A group of eight include two adults and six children in Mauranipur, India became ill after eating a meal including chicken, according to the Times of India. After consuming the poultry, the family began experiencing symptoms of foodborne illness and were transported to a nearby hospital. Samples of the food was sent to a lab for testing to confirm the case of foodborne illness. This illustrates recent findings by the CDC that poultry products are the leading cause of food poisoning cases.
Leading cause of foodborne illness outbreaks
The CDC recently released a report that found that chicken, turkey and other poultry items caused 17 percent of all foodborne sicknesses, stated NBC News.

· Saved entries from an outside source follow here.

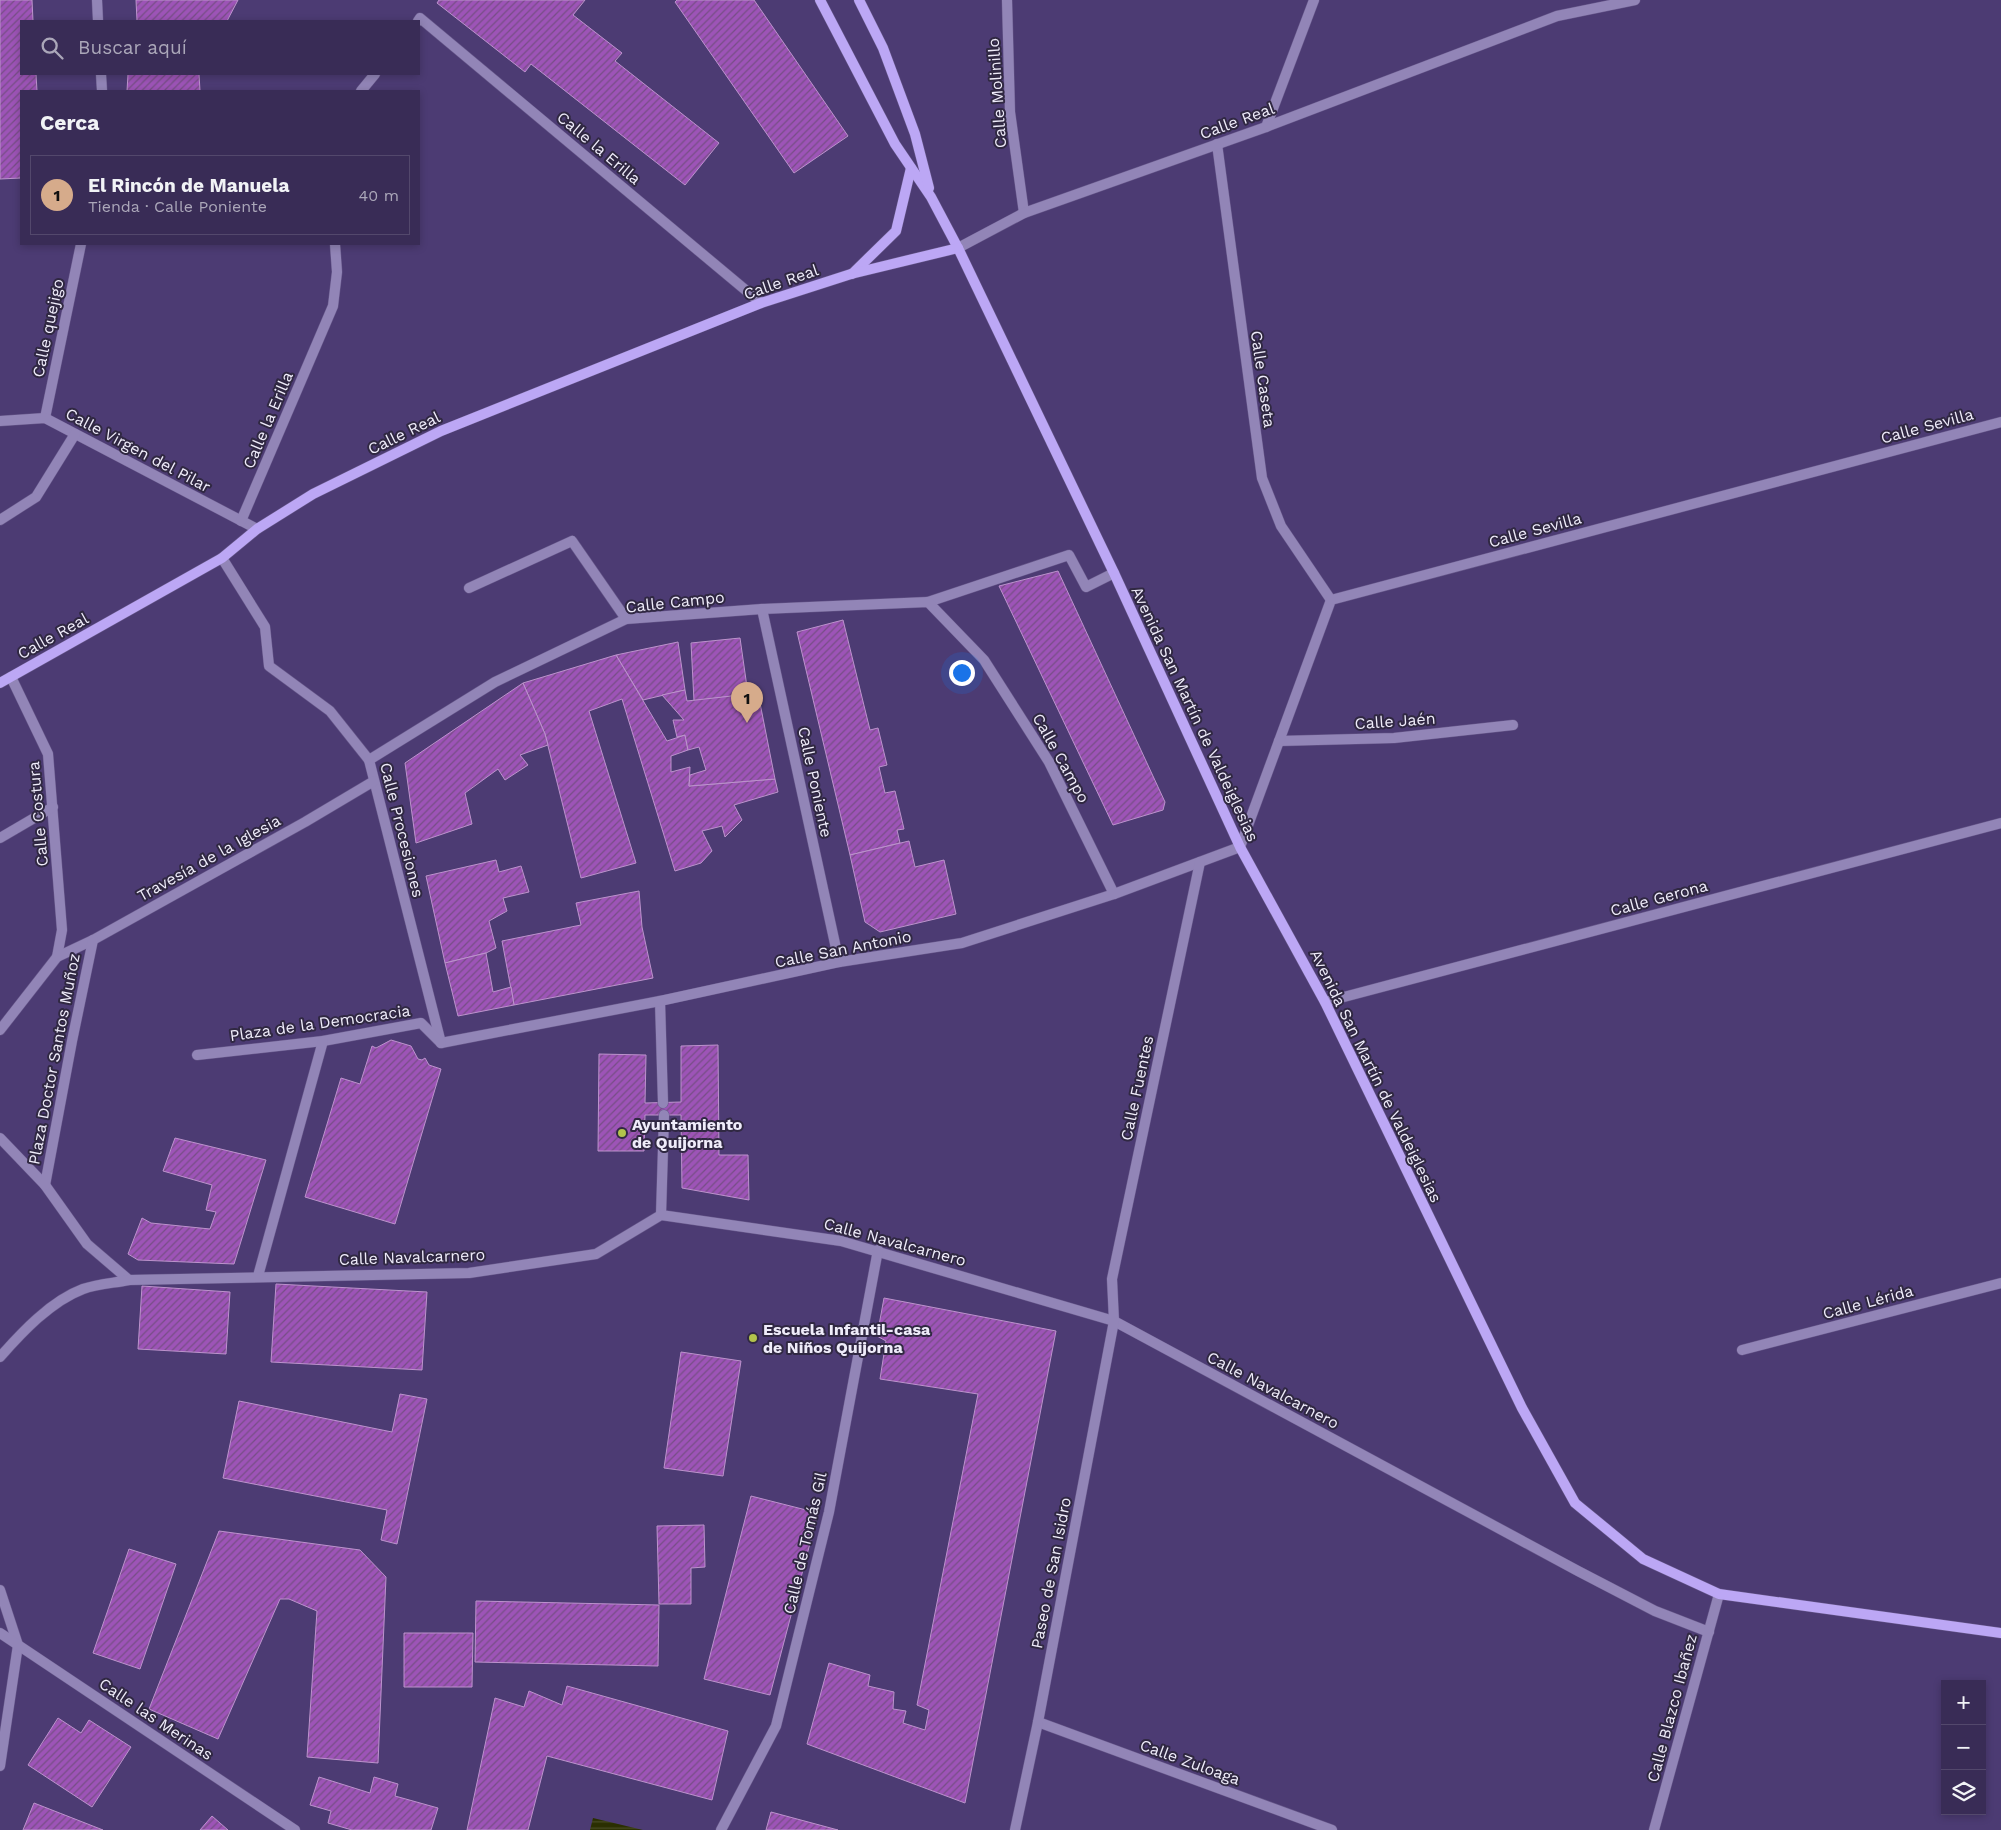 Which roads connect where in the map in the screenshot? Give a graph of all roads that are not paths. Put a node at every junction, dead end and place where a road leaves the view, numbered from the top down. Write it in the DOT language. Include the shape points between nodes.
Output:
graph roads {
  1 [pos="97,0"];
  2 [pos="820,0"];
  3 [pos="859,0"];
  4 [pos="1007,0"];
  5 [pos="1314,0"];
  6 [pos="1635,0"];
  7 [pos="98,20"];
  8 [pos="419,20"];
  9 [pos="101,75"];
  10 [pos="375,75"];
  11 [pos="102,90"];
  12 [pos="362,90"];
  13 [pos="1266,126"];
  14 [pos="1217,144"];
  15 [pos="911,168"];
  16 [pos="931,197"];
  17 [pos="1024,214"];
  18 [pos="81,245"];
  19 [pos="335,245"];
  20 [pos="958,248"];
  21 [pos="852,274"];
  22 [pos="761,303"];
  23 [pos="45,418"];
  24 [pos="0,421"];
  25 [pos="2001,422"];
  26 [pos="75,434"];
  27 [pos="0,520"];
  28 [pos="241,521"];
  29 [pos="257,529"];
  30 [pos="222,558"];
  31 [pos="1114,572"];
  32 [pos="469,588"];
  33 [pos="1331,600"];
  34 [pos="928,602"];
  35 [pos="762,609"];
  36 [pos="626,619"];
  37 [pos="11,677"];
  38 [pos="0,683"];
  39 [pos="1513,725"];
  40 [pos="1279,741"];
  41 [pos="369,760"];
  42 [pos="374,781"];
  43 [pos="53,807"];
  44 [pos="2001,823"];
  45 [pos="0,838"];
  46 [pos="1240,846"];
  47 [pos="1200,862"];
  48 [pos="1114,894"];
  49 [pos="93,940"];
  50 [pos="57,957"];
  51 [pos="839,962"];
  52 [pos="660,1001"];
  53 [pos="1325,1002"];
  54 [pos="0,1030"];
  55 [pos="322,1041"];
  56 [pos="441,1042"];
  57 [pos="197,1055"];
  58 [pos="663,1103"];
  59 [pos="664,1115"];
  60 [pos="0,1138"];
  61 [pos="45,1184"];
  62 [pos="661,1214"];
  63 [pos="878,1250"];
  64 [pos="258,1276"];
  65 [pos="129,1280"];
  66 [pos="2001,1283"];
  67 [pos="1114,1321"];
  68 [pos="1742,1350"];
  69 [pos="0,1357"];
  70 [pos="0,1590"];
  71 [pos="1719,1594"];
  72 [pos="1709,1632"];
  73 [pos="0,1633"];
  74 [pos="2001,1633"];
  75 [pos="18,1645"];
  76 [pos="1038,1722"];
  77 [pos="0,1766"];
  78 [pos="295,1830"];
  79 [pos="721,1830"];
  80 [pos="1015,1830"];
  81 [pos="1332,1830"];
  82 [pos="1654,1830"];
  1 -- 7 [label="street"];
  2 -- 15 [label="main road" via="895,144"];
  3 -- 16 [label="main road" via="883,48 915,134"];
  4 -- 17 [label="street, Calle Molinillo" via="1010,112"];
  5 -- 13 [label="street"];
  6 -- 13 [label="street, Calle Real" via="1557,16"];
  8 -- 22 [label="street, Calle la Erilla"];
  9 -- 11 [label="street"];
  10 -- 12 [label="street"];
  13 -- 14 [label="street, Calle Real"];
  14 -- 17 [label="street, Calle Real"];
  14 -- 33 [label="street, Calle Caseta" via="1262,478 1281,526"];
  15 -- 16 [label="main road"];
  15 -- 21 [label="main road, Calle Real" via="896,231"];
  16 -- 20 [label="main road, Avenida San Martín de Valdeiglesias"];
  17 -- 20 [label="street, Calle Real"];
  18 -- 23 [label="street, Calle quejigo"];
  19 -- 28 [label="street, Calle la Erilla" via="337,272 333,306"];
  20 -- 21 [label="main road, Calle Real"];
  20 -- 31 [label="main road, Avenida San Martín de Valdeiglesias"];
  21 -- 22 [label="main road, Calle Real"];
  22 -- 29 [label="main road, Calle Real" via="441,431 313,494"];
  23 -- 24 [label="street, Calle Virgen del Pilar"];
  23 -- 26 [label="street, Calle Virgen del Pilar"];
  25 -- 33 [label="street, Calle Sevilla"];
  26 -- 27 [label="street" via="36,497"];
  26 -- 28 [label="street, Calle Virgen del Pilar"];
  28 -- 29 [label="street, Calle Virgen del Pilar"];
  29 -- 30 [label="main road, Calle Real"];
  30 -- 37 [label="main road, Calle Real"];
  30 -- 41 [label="street, Calle Procesiones" via="265,627 269,666 330,711"];
  31 -- 34 [label="street, Calle Campo" via="1086,587 1069,554"];
  31 -- 46 [label="main road, Avenida San Martín de Valdeiglesias"];
  32 -- 36 [label="street" via="572,542"];
  33 -- 40 [label="street"];
  34 -- 35 [label="street, Calle Campo"];
  34 -- 48 [label="street, Calle Campo" via="984,660 1044,754"];
  35 -- 36 [label="street, Calle Campo"];
  35 -- 51 [label="street, Calle Poniente"];
  36 -- 41 [label="street, Calle Campo" via="495,682"];
  37 -- 38 [label="main road, Calle Real"];
  37 -- 43 [label="street, Calle Costura" via="48,754"];
  39 -- 40 [label="street, Calle Jaén" via="1394,738"];
  40 -- 46 [label="street"];
  41 -- 42 [label="street, Calle Procesiones"];
  42 -- 49 [label="street, Travesía de la Iglesia"];
  42 -- 56 [label="street, Calle Procesiones"];
  43 -- 45 [label="street"];
  43 -- 50 [label="street, Calle Costura" via="62,930"];
  44 -- 53 [label="street, Calle Gerona"];
  46 -- 47 [label="street, Calle San Antonio"];
  46 -- 53 [label="main road, Avenida San Martín de Valdeiglesias"];
  47 -- 48 [label="street, Calle San Antonio"];
  47 -- 67 [label="street, Calle Fuentes" via="1112,1279"];
  48 -- 51 [label="street, Calle San Antonio" via="962,943"];
  49 -- 50 [label="street, Travesía de la Iglesia"];
  49 -- 61 [label="street, Plaza Doctor Santos Muñoz"];
  50 -- 54 [label="street, Plaza Doctor Santos Muñoz"];
  51 -- 52 [label="street, Calle San Antonio"];
  52 -- 56 [label="street, Calle San Antonio"];
  52 -- 58 [label="street"];
  53 -- 71 [label="main road, Avenida San Martín de Valdeiglesias" via="1522,1408 1576,1503 1643,1559"];
  55 -- 56 [label="street, Plaza de la Democracia" via="420,1023"];
  55 -- 57 [label="street, Plaza de la Democracia"];
  55 -- 64 [label="street"];
  59 -- 62 [label="street"];
  60 -- 61 [label="street"];
  61 -- 65 [label="street" via="86,1244"];
  62 -- 63 [label="street, Calle Navalcarnero" via="841,1241"];
  62 -- 64 [label="street, Calle Navalcarnero" via="596,1254 469,1273"];
  63 -- 67 [label="street, Calle Navalcarnero"];
  63 -- 79 [label="street, Calle de Tomás Gil" via="830,1512 776,1726"];
  64 -- 65 [label="street, Calle Navalcarnero"];
  65 -- 69 [label="street, Calle Navalcarnero" via="83,1290 47,1310"];
  66 -- 68 [label="street, Calle Lérida"];
  67 -- 72 [label="street, Calle Navalcarnero" via="1578,1571 1656,1611"];
  67 -- 76 [label="street, Paseo de San Isidro"];
  70 -- 75 [label="street"];
  71 -- 72 [label="street, Calle Blazco Ibañez"];
  71 -- 74 [label="main road, Avenida San Martín de Valdeiglesias"];
  72 -- 82 [label="street, Calle Blazco Ibañez"];
  73 -- 75 [label="street, Calle las Merinas"];
  75 -- 77 [label="street"];
  75 -- 78 [label="street, Calle las Merinas"];
  76 -- 80 [label="street, Paseo de San Isidro"];
  76 -- 81 [label="street, Calle Zuloaga"];
}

However, NBC News stated that these figures may be worse than they appear as experts estimate that only about 5 percent of food poisoning cases are recognized as part of an outbreak. In total, about 87 million individuals contract foodborne illnesses annually. Of these cases, 371,000 result in hospitalization and 5,700 end in death.
When these types of food items are not stored, handled or prepared in a safe manner, bacteria and viruses can grow and cause food poisoning symptoms to appear in persons consuming these products. According to the Mayo Clinic, signs of food poisoning can include nausea, vomiting and abdominal pains, all experienced by the family before being hospitalized. Additionally, individuals may also have fevers, signs of dehydration, muscle weakness and difficulty speaking or swallowing. If people experience these symptoms, they should seek medical attention as soon as possible. The Mayo Clinic also advised contact the local health department to investigate any suspected cases of food poisoning.
The CDC report stated that if food is left at an improper temperature, this can cause foodborne illness causing bacteria to grow. To avoid this, individuals should be sure to keep poultry products refrigerated at the optimal temperature. The FSIS noted that the danger zone for food, in which items have the highest chance of bacterial growth, is between 40 and 140 degrees Fahrenheit. Therefore, poultry items should be refrigerated below 40 degrees Fahrenheit as a best practice. As cold temperatures can slow bacterial growth, a storage unit set below 40 degrees Fahrenheit can prevent contamination of food items, according to the FSIS.
A temperature monitoring device including a temperature sensor can ensure that refrigerators, freezers and all storage units maintain the best range to prevent bacterial growth.
Additionally, when handling poultry products, consumers should be sure that they wash their hands frequently and adequately clean surfaces on which they are preparing the items. These practices can prevent cross contamination which can lead to foodborne illnesses.